The Supreme Court's 1973 decision in Roe v. Wade, which held that women have a federal constitutional right to an abortion, has generated considerable controversy. The abortion issue became politically significant in the 1960's, when, emboldened by the Supreme court's recognition of a constitutionally based right of privacy, activists initiated a series of legal challenges to the validity of state abortion laws. Their efforts finally succeeded in 1973 when the Supreme Court in Roe and Doe v. Bolton struck down as unconstitutional the Texas and Georgia abortion laws. For those who objected to the result in Roe, however, the occasion was not necessarily one of final defeat. Though Roe was a decisive victory for the pro-abortion forces, it was only the first battle in what was to become a fierce struggle over fundamental principle.

The purpose of this article is not to explore the evolution of Supreme Court doctrine concerning abortion. Rather, the purpose is to look at the abortion controversy in terms of the political reaction that it engendered. This study concentrates on two aspects of what since 1973 can be described as the ongoing guerilla war against Roe. the first concerns the post-Roe legislation at both the state and federal levels purporting to regulate abortion through time, place and manner restrictions.
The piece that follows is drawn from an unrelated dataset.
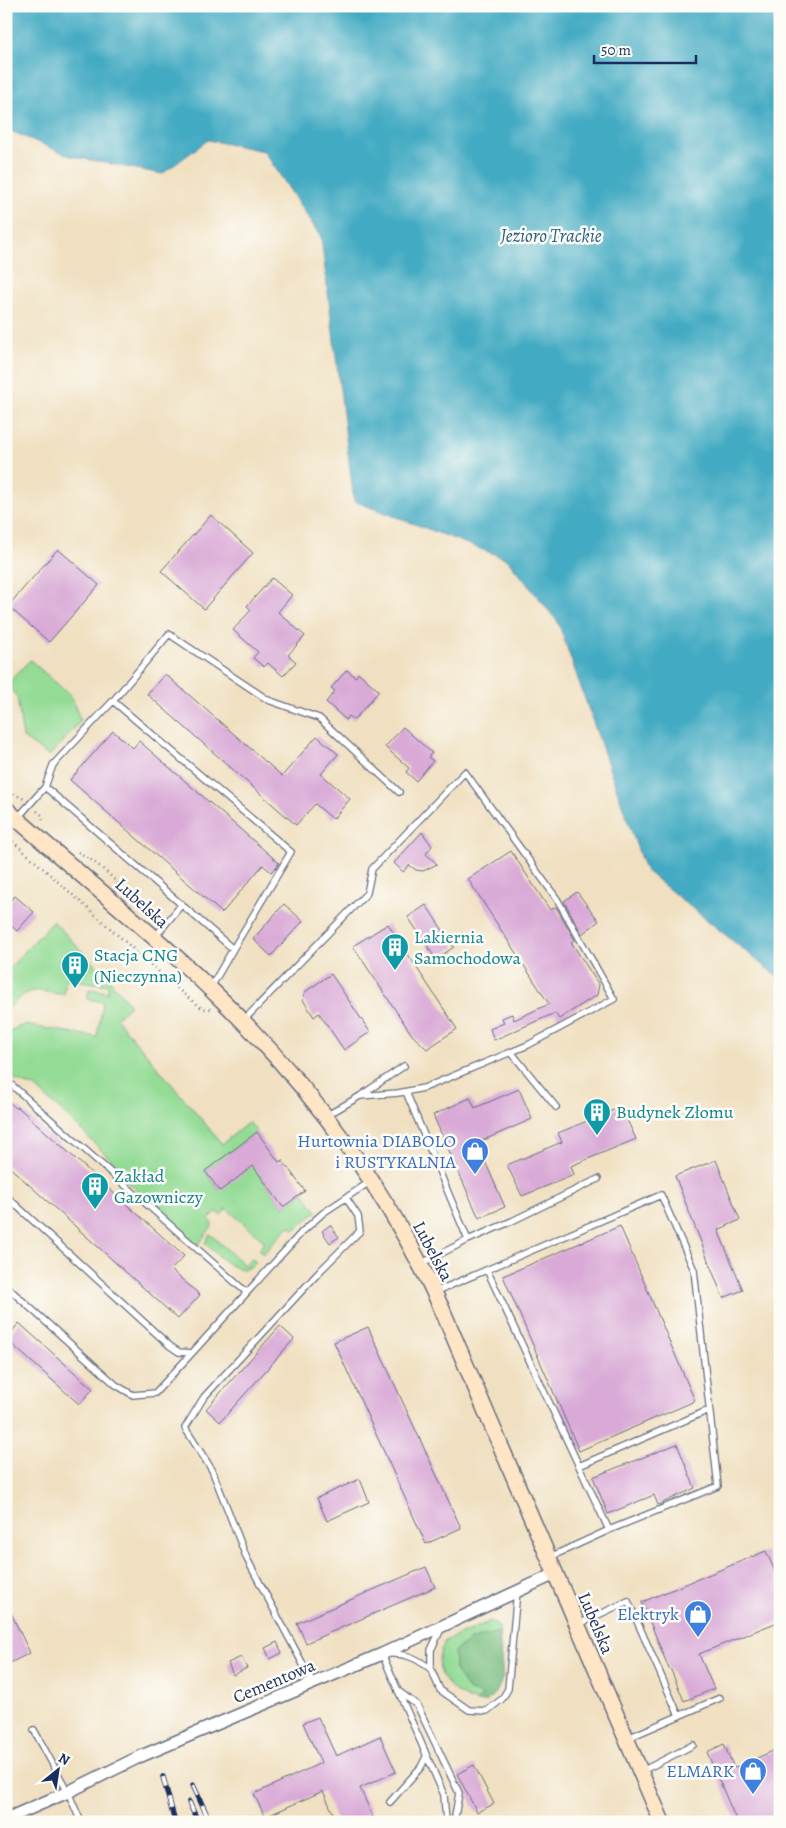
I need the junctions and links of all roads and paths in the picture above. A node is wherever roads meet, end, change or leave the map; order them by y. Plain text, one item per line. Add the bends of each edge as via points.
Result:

Much of this legislation was an attempt to circumvent Roe or at the least to minimize its consequences.

The second aspect of the study concerns the various proposals designed not merely to mitigate the effects of Roe, but to overrule it either directly or indirectly. The bulk of this discussion deals with the rather surprising variety of constitutional amendments put forward in Congress. A significant part, however, focuses on legislative substitutes for a constitutional amendment. These include proposed jurisdictional restrictions on the Supreme Court and lower federal courts, and proposed substantive legislation based on Section 5 of the Fourteenth Amendment, which defines "life" for constitutional purposes. While it is true that limiting the jurisdiction of the federal courts to hear abortion cases would not explicitly overrule Roe because of the doctrine of stare decisis, it would effect a shift of power to the state courts which alone would have the ability to grant remedies in abortion cases. In effect, the force of Roe would be greatly reduced.

The opponents of Roe, however, have not been able to unite on an approach for overruling it because some believe that the primary problem with the decision is a moral one, namely its approbation of abortion, while others object to it because of its implications for federalism and the policy-making role of the judiciary. This split in the anti-abortion ranks, which we shall call the "moralist"-"federalist" split. has gravely hindered the opponents of Roe, rendering it unlikely that the Congress will pass a measure designed to overrule Roe in the near future. Given the current political climate, the most serious and immediate threat to Roe is the possibility of a change in the composition of the Supreme Court.